- Exercise goal -
What lines below include the word "other"? Copy each one.

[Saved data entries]
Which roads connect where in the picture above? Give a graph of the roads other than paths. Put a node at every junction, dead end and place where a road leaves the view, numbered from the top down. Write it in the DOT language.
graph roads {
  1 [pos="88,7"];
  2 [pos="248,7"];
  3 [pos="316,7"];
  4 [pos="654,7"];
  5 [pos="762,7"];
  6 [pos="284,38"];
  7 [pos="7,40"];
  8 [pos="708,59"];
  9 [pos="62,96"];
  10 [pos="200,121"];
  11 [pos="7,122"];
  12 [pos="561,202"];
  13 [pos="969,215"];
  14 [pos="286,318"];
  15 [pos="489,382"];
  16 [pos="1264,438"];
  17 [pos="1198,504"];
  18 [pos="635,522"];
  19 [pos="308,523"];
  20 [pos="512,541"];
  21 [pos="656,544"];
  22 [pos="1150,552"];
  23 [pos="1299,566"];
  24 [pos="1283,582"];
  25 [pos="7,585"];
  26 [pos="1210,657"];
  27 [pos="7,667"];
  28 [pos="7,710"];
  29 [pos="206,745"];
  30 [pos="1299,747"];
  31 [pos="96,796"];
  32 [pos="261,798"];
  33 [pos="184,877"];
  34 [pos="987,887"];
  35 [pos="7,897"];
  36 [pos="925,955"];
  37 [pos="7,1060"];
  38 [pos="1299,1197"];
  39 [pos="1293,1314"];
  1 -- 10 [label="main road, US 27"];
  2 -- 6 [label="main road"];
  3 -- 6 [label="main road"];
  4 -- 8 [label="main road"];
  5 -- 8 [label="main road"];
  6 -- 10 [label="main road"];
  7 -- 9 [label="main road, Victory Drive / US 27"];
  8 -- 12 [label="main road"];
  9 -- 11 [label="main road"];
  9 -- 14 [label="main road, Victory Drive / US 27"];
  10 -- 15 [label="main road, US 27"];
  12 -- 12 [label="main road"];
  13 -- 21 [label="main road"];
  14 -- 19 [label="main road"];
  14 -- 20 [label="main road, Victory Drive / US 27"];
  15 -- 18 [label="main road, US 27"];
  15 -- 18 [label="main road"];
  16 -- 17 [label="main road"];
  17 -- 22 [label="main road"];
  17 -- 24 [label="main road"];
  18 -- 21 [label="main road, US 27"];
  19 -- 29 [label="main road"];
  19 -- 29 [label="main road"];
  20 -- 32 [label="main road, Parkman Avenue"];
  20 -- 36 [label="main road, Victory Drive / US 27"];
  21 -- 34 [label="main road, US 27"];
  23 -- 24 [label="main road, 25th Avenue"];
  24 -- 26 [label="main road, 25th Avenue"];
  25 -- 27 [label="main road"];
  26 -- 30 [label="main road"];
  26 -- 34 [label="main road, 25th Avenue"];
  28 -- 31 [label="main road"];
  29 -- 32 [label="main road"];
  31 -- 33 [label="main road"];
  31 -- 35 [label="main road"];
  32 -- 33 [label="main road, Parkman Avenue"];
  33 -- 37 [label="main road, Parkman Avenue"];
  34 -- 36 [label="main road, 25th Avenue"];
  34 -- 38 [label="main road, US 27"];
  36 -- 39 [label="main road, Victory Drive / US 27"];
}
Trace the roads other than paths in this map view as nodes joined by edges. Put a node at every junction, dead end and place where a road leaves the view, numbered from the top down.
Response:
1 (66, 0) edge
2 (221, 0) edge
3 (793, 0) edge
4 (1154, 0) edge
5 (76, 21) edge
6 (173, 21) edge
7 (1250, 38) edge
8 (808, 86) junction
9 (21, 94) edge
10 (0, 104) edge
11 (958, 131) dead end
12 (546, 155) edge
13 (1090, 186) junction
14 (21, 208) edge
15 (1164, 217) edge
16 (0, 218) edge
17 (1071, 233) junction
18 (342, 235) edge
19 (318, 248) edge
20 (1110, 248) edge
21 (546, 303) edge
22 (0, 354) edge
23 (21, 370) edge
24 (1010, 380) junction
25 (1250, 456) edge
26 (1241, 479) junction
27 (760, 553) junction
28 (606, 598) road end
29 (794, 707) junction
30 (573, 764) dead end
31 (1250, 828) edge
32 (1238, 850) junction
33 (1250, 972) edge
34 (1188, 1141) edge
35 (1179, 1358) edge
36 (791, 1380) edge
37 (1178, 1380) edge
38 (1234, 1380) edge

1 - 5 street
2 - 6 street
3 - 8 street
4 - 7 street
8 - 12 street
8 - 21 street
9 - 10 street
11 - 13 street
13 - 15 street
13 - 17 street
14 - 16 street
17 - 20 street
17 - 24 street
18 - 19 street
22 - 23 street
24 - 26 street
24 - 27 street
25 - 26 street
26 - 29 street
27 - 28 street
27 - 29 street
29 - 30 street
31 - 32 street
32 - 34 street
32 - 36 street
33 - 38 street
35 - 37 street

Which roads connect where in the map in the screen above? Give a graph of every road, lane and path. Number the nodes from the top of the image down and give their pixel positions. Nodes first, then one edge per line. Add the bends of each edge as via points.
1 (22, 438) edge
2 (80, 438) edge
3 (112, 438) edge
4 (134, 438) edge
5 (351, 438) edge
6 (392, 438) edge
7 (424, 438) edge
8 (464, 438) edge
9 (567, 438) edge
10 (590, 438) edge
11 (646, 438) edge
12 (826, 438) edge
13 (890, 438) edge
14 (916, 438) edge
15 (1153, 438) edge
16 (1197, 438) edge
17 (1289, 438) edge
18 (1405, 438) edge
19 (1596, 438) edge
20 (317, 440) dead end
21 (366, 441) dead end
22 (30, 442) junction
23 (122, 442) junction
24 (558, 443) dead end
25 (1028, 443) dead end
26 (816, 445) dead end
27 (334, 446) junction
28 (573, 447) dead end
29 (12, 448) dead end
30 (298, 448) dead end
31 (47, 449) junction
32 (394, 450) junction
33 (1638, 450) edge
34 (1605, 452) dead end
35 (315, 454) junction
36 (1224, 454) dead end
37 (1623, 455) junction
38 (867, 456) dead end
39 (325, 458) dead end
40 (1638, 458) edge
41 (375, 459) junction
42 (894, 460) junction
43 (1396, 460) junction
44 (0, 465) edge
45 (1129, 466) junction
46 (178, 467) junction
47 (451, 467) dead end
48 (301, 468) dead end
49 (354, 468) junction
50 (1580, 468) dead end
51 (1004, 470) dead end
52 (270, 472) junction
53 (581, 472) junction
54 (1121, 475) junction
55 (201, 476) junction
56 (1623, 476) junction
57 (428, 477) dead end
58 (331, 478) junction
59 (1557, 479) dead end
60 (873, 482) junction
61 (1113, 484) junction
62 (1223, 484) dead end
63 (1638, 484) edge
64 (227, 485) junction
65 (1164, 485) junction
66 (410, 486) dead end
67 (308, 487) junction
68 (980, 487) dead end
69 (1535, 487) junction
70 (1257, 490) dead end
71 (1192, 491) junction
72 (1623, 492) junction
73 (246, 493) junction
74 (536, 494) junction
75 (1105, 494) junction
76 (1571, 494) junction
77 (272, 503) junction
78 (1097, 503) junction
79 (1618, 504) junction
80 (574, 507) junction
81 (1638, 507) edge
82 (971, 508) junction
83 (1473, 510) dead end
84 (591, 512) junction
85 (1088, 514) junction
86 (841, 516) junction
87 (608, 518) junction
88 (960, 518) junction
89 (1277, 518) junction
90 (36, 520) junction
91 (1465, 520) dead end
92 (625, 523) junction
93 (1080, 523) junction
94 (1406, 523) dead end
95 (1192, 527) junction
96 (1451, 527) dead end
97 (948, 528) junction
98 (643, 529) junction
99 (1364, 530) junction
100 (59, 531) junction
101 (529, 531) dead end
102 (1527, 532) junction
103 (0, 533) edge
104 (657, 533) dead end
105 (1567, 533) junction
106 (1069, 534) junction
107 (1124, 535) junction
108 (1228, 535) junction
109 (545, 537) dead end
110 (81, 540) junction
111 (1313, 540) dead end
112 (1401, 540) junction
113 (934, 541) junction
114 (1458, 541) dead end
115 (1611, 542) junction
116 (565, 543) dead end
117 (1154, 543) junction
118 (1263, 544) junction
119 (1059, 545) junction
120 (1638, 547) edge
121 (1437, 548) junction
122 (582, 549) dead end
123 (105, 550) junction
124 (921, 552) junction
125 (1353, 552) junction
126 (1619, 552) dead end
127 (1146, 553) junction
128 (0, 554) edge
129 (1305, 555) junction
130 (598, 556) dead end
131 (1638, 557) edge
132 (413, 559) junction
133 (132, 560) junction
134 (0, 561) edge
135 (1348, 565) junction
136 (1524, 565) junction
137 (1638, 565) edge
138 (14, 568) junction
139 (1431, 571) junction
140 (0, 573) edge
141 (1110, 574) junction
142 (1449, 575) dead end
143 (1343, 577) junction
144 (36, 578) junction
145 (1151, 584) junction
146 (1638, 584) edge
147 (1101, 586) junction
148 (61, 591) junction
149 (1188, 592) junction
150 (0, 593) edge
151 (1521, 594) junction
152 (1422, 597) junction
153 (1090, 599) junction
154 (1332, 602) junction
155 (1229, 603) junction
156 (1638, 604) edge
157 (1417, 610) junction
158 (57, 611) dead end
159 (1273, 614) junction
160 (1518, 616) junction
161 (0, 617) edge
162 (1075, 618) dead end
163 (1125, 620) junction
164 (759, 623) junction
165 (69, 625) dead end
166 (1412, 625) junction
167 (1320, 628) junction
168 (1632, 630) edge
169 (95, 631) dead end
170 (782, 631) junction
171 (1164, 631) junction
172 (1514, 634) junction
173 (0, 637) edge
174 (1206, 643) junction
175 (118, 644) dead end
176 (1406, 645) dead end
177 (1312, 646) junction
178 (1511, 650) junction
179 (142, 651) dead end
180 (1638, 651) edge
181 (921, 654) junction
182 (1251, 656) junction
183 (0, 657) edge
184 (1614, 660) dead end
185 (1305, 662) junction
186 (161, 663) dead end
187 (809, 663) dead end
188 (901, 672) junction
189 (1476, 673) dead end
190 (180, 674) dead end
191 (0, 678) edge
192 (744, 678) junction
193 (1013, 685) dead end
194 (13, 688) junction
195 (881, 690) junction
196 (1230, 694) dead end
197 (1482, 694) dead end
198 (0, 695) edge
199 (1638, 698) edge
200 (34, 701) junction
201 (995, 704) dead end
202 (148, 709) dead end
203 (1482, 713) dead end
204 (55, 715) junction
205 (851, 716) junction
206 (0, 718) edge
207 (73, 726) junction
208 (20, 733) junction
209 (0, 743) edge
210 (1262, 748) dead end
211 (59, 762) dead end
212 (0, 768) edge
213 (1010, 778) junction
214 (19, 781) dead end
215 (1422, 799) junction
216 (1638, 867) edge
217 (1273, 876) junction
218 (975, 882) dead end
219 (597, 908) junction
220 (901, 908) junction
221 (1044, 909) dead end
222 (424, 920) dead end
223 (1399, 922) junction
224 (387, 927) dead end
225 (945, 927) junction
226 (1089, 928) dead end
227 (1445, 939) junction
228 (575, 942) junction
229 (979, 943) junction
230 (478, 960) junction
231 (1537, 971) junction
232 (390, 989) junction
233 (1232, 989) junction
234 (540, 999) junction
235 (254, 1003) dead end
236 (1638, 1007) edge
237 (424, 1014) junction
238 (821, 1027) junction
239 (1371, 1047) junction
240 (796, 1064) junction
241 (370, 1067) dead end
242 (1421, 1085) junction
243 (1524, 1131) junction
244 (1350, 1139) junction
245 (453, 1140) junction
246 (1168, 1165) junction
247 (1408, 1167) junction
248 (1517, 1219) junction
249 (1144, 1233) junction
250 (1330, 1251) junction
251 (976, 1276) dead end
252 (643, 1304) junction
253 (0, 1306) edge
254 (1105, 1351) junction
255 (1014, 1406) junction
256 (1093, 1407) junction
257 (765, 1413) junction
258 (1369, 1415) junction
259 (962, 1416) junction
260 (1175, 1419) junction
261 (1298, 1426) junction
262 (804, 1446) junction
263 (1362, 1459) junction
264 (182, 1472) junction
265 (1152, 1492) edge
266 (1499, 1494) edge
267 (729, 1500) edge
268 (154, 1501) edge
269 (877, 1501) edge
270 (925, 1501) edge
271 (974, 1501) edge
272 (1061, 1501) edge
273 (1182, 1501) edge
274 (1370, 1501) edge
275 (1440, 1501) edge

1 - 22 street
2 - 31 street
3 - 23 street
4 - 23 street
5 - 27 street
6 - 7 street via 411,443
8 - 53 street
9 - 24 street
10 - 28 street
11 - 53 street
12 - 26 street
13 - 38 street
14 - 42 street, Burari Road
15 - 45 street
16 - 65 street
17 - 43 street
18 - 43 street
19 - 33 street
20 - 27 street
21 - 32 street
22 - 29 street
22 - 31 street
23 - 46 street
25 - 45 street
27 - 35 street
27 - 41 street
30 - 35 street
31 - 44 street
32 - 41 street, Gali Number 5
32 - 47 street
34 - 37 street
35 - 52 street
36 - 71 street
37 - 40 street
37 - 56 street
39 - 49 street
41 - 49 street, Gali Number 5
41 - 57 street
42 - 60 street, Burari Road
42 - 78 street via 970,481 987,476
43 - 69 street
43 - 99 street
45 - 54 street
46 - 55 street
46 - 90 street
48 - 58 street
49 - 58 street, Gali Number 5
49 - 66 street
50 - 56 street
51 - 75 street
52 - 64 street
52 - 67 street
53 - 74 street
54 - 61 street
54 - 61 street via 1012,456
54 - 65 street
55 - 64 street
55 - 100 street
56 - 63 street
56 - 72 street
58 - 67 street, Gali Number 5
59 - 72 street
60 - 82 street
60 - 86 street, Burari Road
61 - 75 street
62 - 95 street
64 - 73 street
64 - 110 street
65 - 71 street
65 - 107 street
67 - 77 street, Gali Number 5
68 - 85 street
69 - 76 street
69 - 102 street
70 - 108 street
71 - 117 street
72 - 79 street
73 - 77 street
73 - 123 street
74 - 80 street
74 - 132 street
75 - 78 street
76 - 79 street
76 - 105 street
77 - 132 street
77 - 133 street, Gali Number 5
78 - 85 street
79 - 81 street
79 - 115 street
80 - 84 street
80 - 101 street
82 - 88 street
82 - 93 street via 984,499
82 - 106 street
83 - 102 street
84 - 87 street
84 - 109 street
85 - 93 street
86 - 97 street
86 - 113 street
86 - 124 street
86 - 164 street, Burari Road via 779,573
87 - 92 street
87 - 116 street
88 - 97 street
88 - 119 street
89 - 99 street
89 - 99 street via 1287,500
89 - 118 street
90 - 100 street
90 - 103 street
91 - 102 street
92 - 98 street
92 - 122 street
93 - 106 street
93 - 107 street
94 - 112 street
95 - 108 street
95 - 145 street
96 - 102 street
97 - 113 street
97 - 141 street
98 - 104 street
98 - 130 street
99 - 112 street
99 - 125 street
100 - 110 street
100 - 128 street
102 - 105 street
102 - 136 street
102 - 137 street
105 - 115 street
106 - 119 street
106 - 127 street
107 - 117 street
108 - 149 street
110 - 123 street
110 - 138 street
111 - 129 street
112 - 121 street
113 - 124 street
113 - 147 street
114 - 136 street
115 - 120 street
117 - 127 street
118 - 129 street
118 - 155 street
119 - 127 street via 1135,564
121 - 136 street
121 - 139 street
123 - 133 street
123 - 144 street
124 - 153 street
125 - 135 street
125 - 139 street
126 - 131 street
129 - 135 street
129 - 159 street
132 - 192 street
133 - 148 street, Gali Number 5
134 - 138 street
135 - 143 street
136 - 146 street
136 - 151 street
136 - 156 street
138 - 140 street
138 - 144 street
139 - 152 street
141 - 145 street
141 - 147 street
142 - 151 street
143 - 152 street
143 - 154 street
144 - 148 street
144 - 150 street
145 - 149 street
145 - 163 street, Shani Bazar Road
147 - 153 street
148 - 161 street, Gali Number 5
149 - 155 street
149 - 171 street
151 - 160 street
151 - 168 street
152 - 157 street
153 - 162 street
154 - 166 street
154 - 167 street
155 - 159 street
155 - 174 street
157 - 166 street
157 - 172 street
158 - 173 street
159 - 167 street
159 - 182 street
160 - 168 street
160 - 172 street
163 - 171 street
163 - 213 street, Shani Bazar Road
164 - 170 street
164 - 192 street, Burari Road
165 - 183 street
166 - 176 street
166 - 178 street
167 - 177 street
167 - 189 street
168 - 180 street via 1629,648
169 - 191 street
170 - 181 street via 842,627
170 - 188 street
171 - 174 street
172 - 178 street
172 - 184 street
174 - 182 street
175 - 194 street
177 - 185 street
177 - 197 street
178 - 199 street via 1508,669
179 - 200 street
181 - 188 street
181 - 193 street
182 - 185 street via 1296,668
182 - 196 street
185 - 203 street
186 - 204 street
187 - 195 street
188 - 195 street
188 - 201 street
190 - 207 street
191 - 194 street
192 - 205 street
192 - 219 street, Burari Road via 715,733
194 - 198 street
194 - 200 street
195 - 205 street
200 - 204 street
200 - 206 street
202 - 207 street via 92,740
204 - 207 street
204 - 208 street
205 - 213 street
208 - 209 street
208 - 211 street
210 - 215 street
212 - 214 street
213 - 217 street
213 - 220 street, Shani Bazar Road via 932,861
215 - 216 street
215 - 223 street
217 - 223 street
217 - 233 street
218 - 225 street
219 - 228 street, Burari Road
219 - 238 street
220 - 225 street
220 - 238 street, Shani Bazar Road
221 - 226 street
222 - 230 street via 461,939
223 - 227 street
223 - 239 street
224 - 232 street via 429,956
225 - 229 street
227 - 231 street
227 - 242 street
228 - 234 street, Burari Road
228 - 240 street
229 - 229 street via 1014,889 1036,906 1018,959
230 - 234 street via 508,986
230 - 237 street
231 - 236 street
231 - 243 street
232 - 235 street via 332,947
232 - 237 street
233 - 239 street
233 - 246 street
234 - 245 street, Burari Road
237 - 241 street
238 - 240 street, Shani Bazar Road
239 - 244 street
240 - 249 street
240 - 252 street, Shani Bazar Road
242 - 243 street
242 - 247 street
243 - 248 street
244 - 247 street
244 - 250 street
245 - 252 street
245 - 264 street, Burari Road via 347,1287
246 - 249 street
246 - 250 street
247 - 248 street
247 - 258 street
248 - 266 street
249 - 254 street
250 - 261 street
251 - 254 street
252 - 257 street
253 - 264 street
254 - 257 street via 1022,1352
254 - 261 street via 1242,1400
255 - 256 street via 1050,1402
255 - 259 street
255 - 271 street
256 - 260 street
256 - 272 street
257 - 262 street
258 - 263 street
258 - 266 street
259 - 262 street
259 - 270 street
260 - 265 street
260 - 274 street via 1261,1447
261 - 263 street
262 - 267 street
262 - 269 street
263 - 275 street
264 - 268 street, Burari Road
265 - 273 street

- Result of the exercise -
Which roads connect where in the picture above? Give a graph of the roads other than paths. Put a node at every junction, dead end and place where a road leaves the view, numbered from the top down. Write it in the DOT language.
Trace the roads other than paths in this map view as nodes joined by edges. Put a node at every junction, dead end and place where a road leaves the view, numbered from the top down.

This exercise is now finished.